An organ-chip model of sporadic ALS using iPSC-derived spinal cord motor neurons and an integrated blood-brain-like barrier
Deepti Lall, Michael J. Workman, Samuel Sances, Briana Ondatje, Shaughn Bell, George Lawless, Amanda Woodbury, Dylan West, Amanda S. Meyer, Andrea Matlock, Vineet Vaibhav, Jennifer E. Van Eyk, Clive N. Svendsen
Abstract
Amyotrophic lateral sclerosis (ALS) is a fatal neurodegenerative disorder in which motor neurons (MNs) of the brain and spinal cord degenerate, leading to paralysis. Generating MNs from patient-specific induced pluripotent stem cells (iPSCs) may help elucidate early stages of disease. Here, we combined MNs from patients with early-onset disease with brain microvascular endothelial-like cells in a microfluidic device we termed spinal cord chips (SC-chips) and added media flow, which enhanced neuronal maturation and improved cellular health.
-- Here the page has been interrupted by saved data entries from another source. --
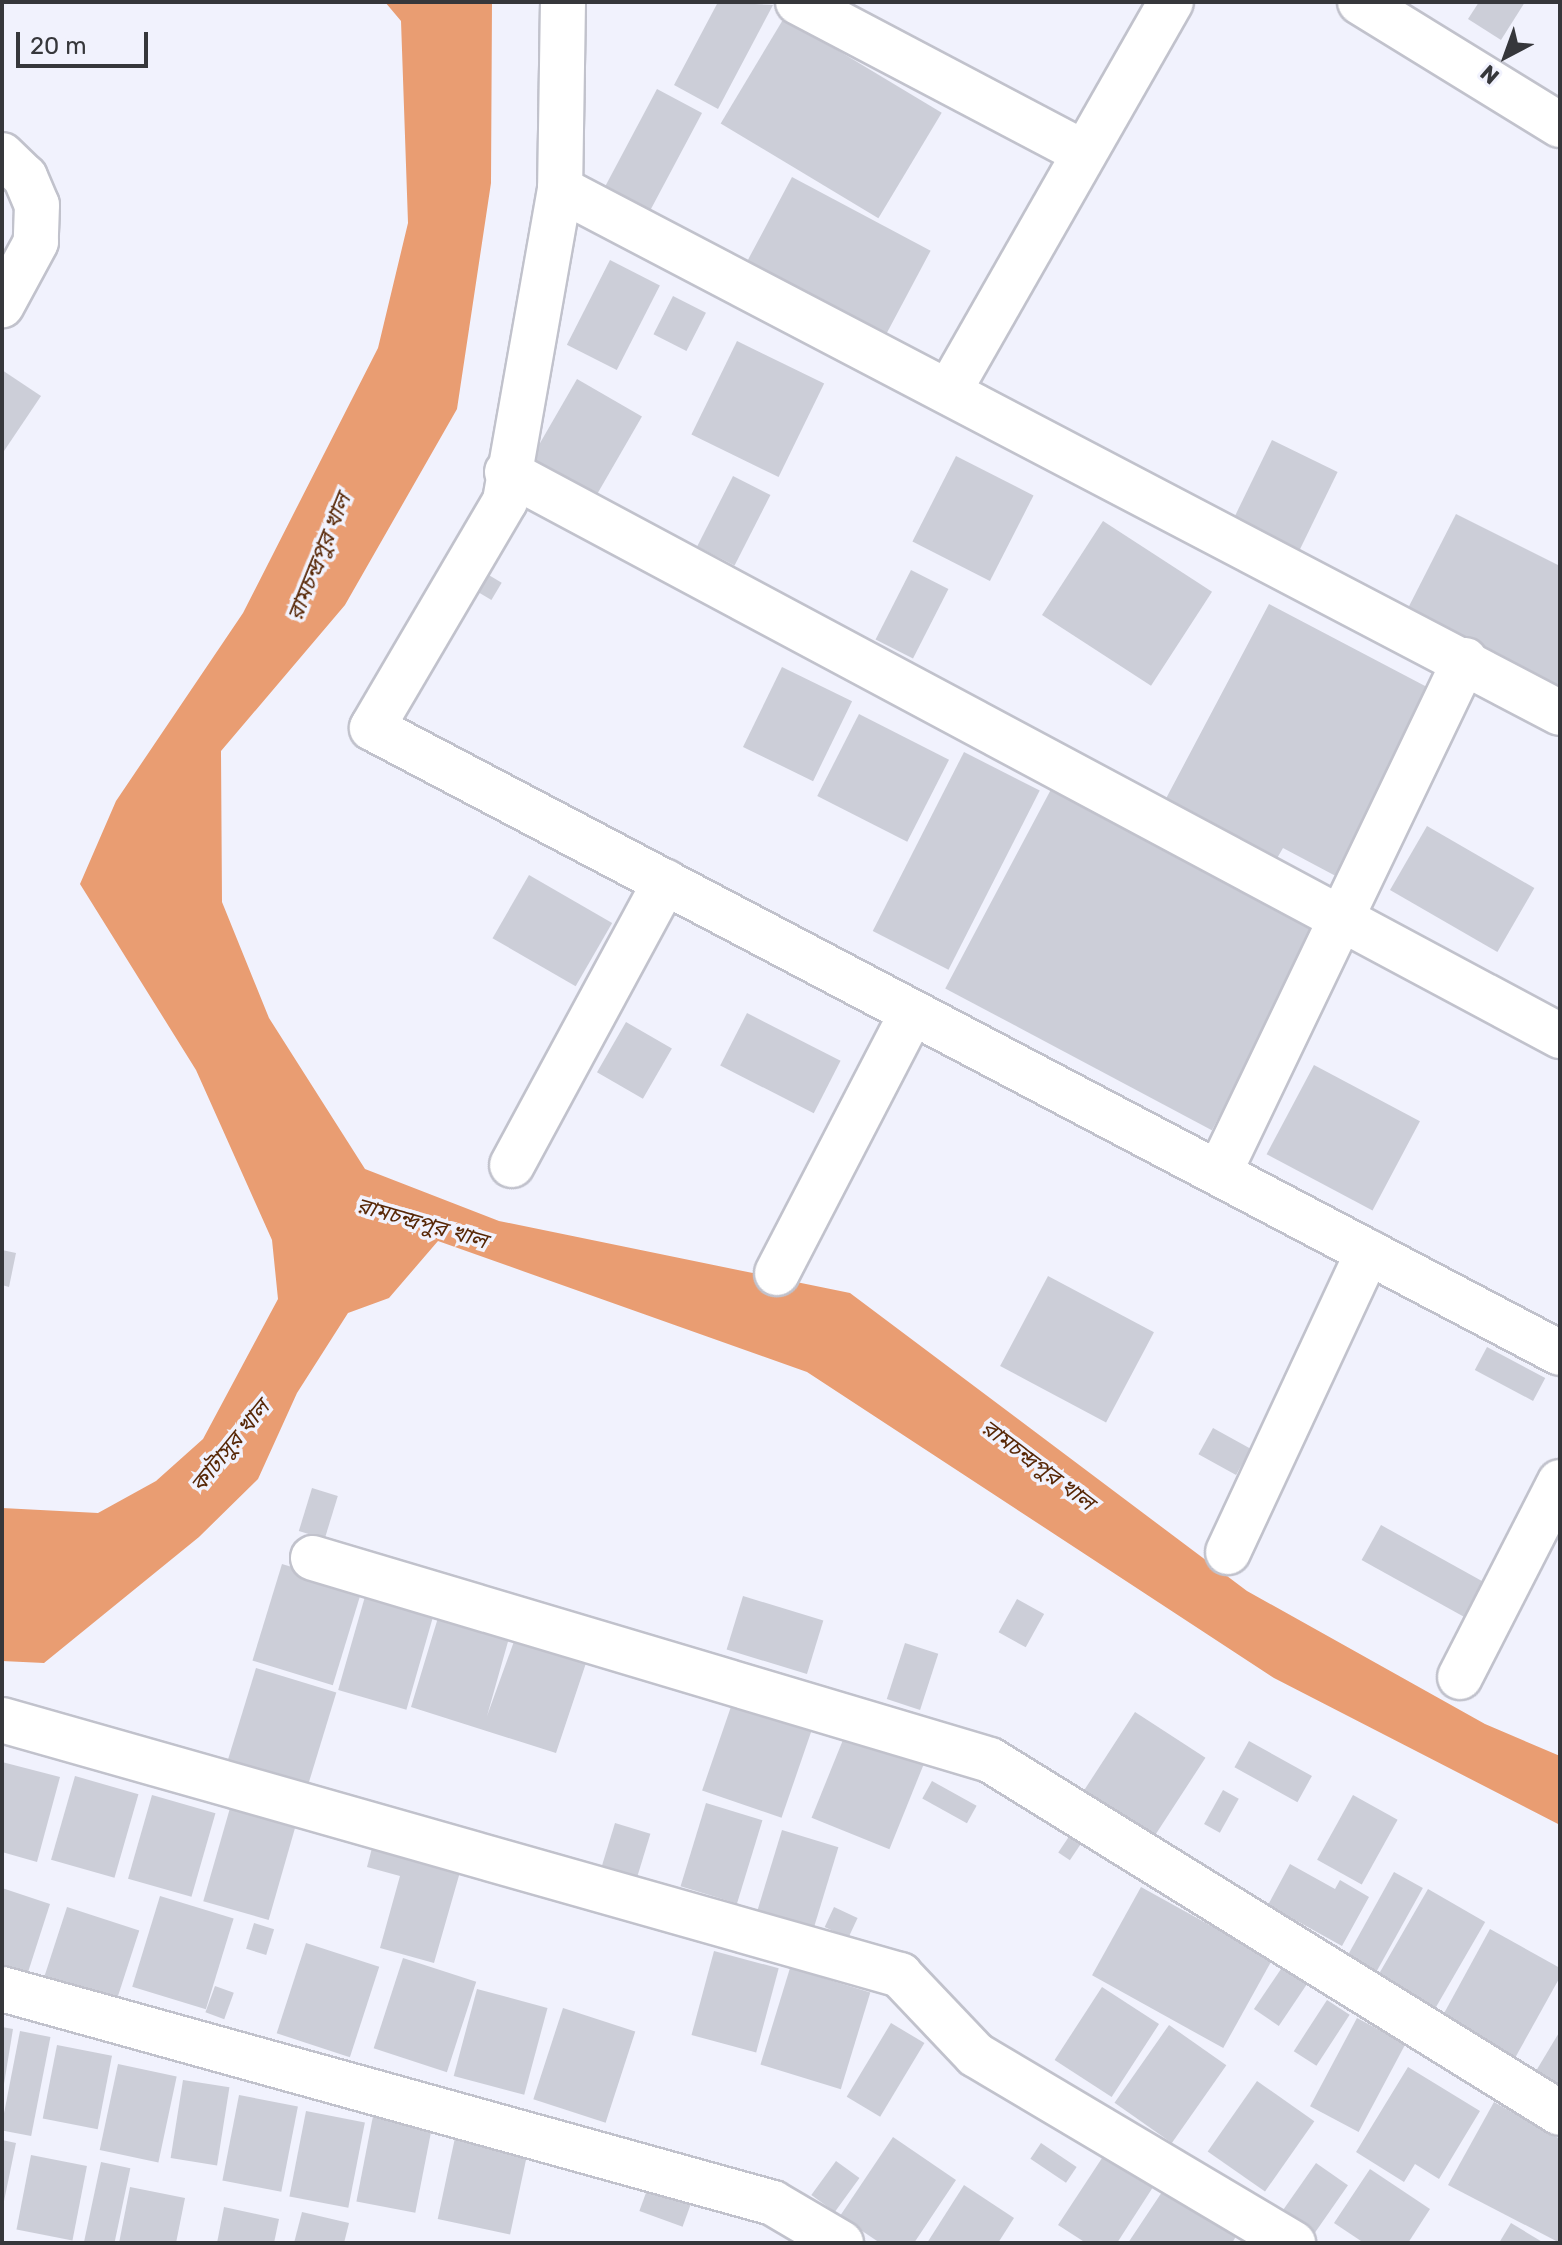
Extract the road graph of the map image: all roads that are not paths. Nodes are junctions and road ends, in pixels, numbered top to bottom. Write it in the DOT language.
graph roads {
  1 [pos="563,2"];
  2 [pos="798,2"];
  3 [pos="1171,2"];
  4 [pos="1360,2"];
  5 [pos="1560,125"];
  6 [pos="1084,153"];
  7 [pos="2,155"];
  8 [pos="560,189"];
  9 [pos="2,305"];
  10 [pos="949,391"];
  11 [pos="507,472"];
  12 [pos="1465,660"];
  13 [pos="1560,713"];
  14 [pos="665,882"];
  15 [pos="1342,916"];
  16 [pos="912,1013"];
  17 [pos="1560,1036"];
  18 [pos="512,1165"];
  19 [pos="1219,1173"];
  20 [pos="1368,1252"];
  21 [pos="777,1273"];
  22 [pos="1560,1353"];
  23 [pos="1560,1482"];
  24 [pos="1228,1552"];
  25 [pos="313,1558"];
  26 [pos="1460,1677"];
  27 [pos="2,1720"];
  28 [pos="2,1989"];
  29 [pos="1560,2113"];
  30 [pos="841,2243"];
  31 [pos="1293,2243"];
  1 -- 8 [label="street"];
  2 -- 6 [label="street"];
  3 -- 6 [label="street"];
  4 -- 5 [label="street"];
  6 -- 10 [label="street"];
  7 -- 9 [label="street"];
  8 -- 10 [label="street"];
  8 -- 11 [label="street"];
  10 -- 12 [label="street"];
  11 -- 14 [label="street"];
  11 -- 15 [label="street"];
  12 -- 13 [label="street"];
  12 -- 15 [label="street"];
  14 -- 16 [label="street"];
  14 -- 18 [label="street"];
  15 -- 17 [label="street"];
  15 -- 19 [label="street"];
  16 -- 19 [label="street"];
  16 -- 21 [label="street"];
  19 -- 20 [label="street"];
  20 -- 22 [label="street"];
  20 -- 24 [label="street"];
  23 -- 26 [label="street"];
  25 -- 29 [label="street"];
  27 -- 31 [label="street"];
  28 -- 30 [label="street"];
}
Bulk transcriptomic and proteomic analyses of SC-chips revealed differences between control and ALS samples, including increased levels of neurofilaments. Single-nuclei RNA sequencing revealed the presence of two MN subpopulations and an ALS-specific dysregulation of glutamatergic and synaptic signaling. This ALS SC-chip model generates a diversity of mature MNs to better understand ALS pathology in a model that has an active blood-brain barrier-like system for future drug screening.